Sweet... Lets do that.

So 2 pages later as to what we suck at and I am about done mentally. Emotionally I was done from the day before. Tears start flowing. Then MORE tears because I realize as we get older and older, that me as the mom are making the adjustments of stuff we didn't want to be doing at 5 and other people are telling us he isn't welcome because of those things.

Today, I have lots of appreciation for the kid that I do have and a realization that his life and his well being are a balance and that if others who should love him can't made the adaptation then I will do them for him and do them alone. If we can't get the disability then we go homeless or sell a car. We make his life easy for him. We didn't want to be changing diapers at 5 and we didn't want to be ordering strollers or wheelchairs and braces and being told we can't do something that will make his life easier.

So 30 more days and we MIGHT find out that our spend down a month is outrageous because again.. those darn middle class folks just are rolling in the secret Dough and we start over in our quest.

If you have applied for Medicaid D what advice do you have? Was your spend down NUTS? Are we barking up the wrong tree?

Wednesday, January 5, 2011

Is it really that hard?


In October we went to visit our Rehab doc. We ended up seeing her and the nurse practitioner. We generally see them through Shriners Cerebral Palsy clinic but they had been backed up and Dr. Gooch was not over there for a while. We hadn't had a follow up ( yep I know, bad mommy!) since our Phenol injections over the summer and knew we would be needing them again in the winter. Because we didn't get casts in the summer we really wanted them for the winter.

While we were there we talked with them about a baclofen trial, ( which we can't even talk about because we don't have extra coverage. So even though it would be WONDERFUL for the type of CP that Ty has they won't do it.) and we talked about looking into a stroller. An adaptive stroller that holds a little bit more than the 30 pounds the infant travel systems ( that we are STILL using) holds.

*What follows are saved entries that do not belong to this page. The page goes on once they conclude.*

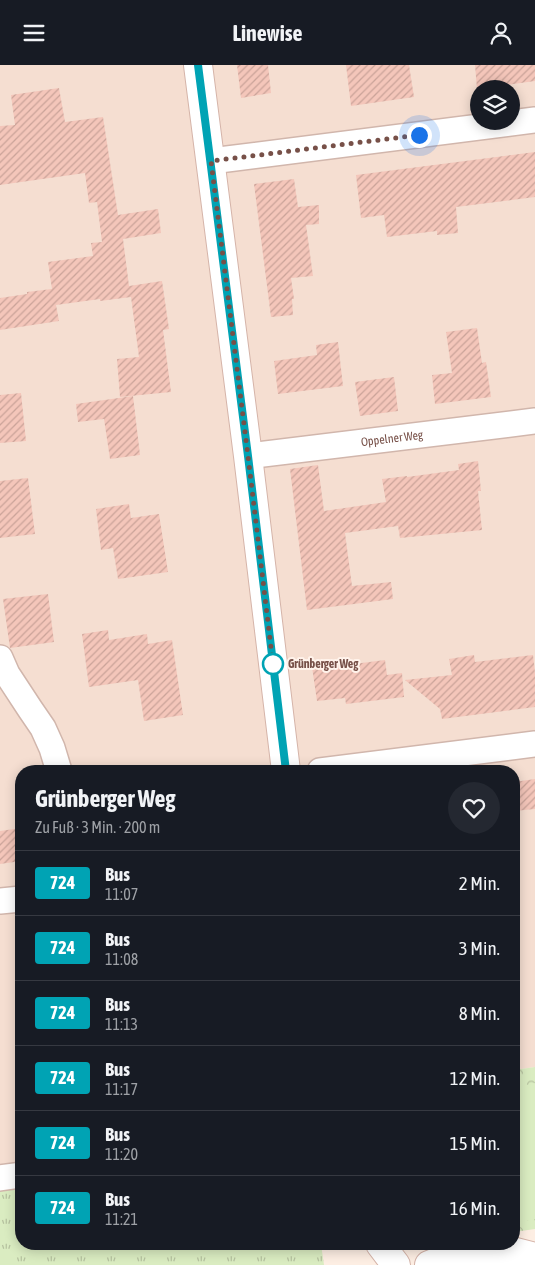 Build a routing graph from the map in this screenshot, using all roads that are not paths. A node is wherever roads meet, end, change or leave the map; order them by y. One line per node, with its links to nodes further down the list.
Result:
1 (198, 65): 3 (street)
2 (535, 120): 3 (street)
3 (211, 161): 5 (street)
4 (535, 421): 5 (street, Oppelner Weg)
5 (248, 456): 9 (street)
6 (0, 658): 8 (street)
7 (535, 744): 10 (street)
8 (57, 765)
9 (285, 765)
10 (403, 765)
11 (15, 900): 12 (street)
12 (0, 901)
13 (15, 1176): 14 (street)
14 (0, 1179)
15 (385, 1250): 18 (street)
16 (535, 1257): 19 (street)
17 (535, 1262): 20 (street)
18 (396, 1265)
19 (429, 1265)
20 (527, 1265) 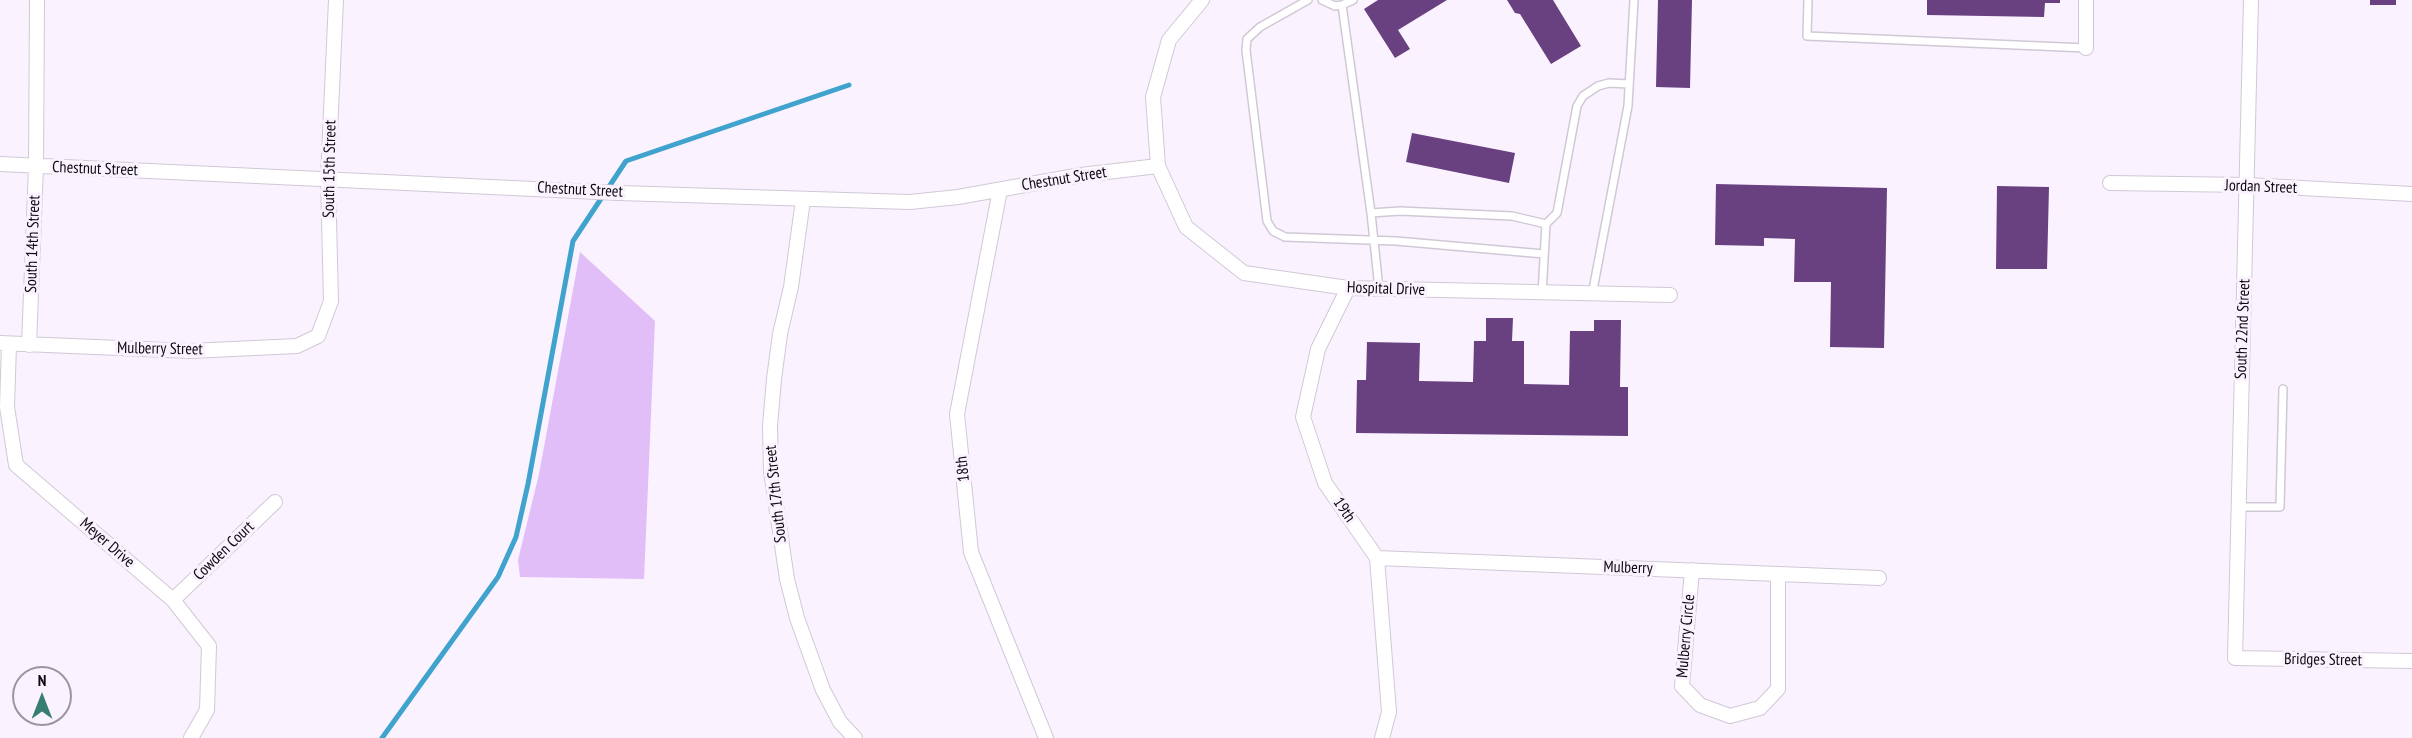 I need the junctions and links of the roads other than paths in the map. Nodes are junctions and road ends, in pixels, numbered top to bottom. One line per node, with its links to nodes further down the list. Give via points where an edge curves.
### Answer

As soon as we were done we were sent downstairs to the medicaid office that PCMC has in the building. We filled out 7-10 pages of information, was sent to Dr. Walkers office to sign stuff saying that Tyler is INDEED disabled and that he did INDEED deserve to have medicaid D. ( Medicaid d is for disabled people and not traditional medicaid) The social worker there said it would be awhile before his application was processed but I should be getting papers in the mail.

Not long after we got home a rep from the wheelchair shop and they were working to get a stroller started for Tyler. They wanted to get it submitted before Jan.1st when our deductible starts over. We gave them our ideas of what we wanted and he said he was going to start working on it.

This was OCTOBER!

Fast forward to January. I called starting at 10 am on Tuesday. I left 4 messages on our case workers phone. 2 calls to the wheelchair shop and 2 calls to our case manager at the pediatricians office.

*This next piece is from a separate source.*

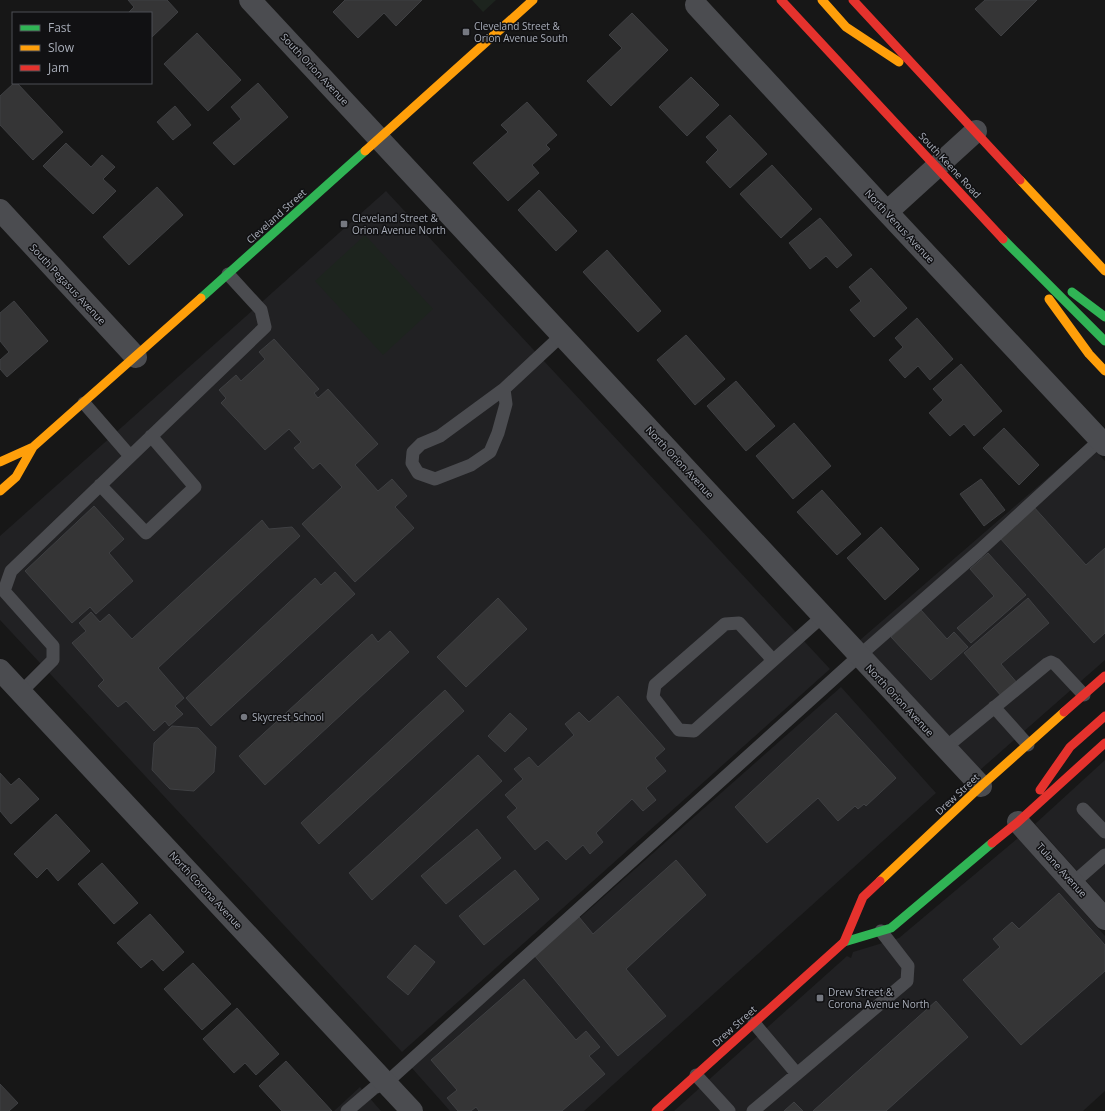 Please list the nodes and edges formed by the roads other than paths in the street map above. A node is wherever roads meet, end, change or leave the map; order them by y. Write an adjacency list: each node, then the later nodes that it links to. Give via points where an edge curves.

The wheelchair shop said that once they saw that some people really hated the stroller that we liked so he stopped going through the process. They didn't call us. I told him that I had emailed his PT and given her our other options. Apparently it wasn't passed on. I gave him the new information and that we really liked them. He had never heard of the brand we were looking at so he sent an email. We have to wait. Some more.

The average wait for a wheelchair is 9 months. Seriously! Nine months. I cannot be carrying Tyler for NINE more months.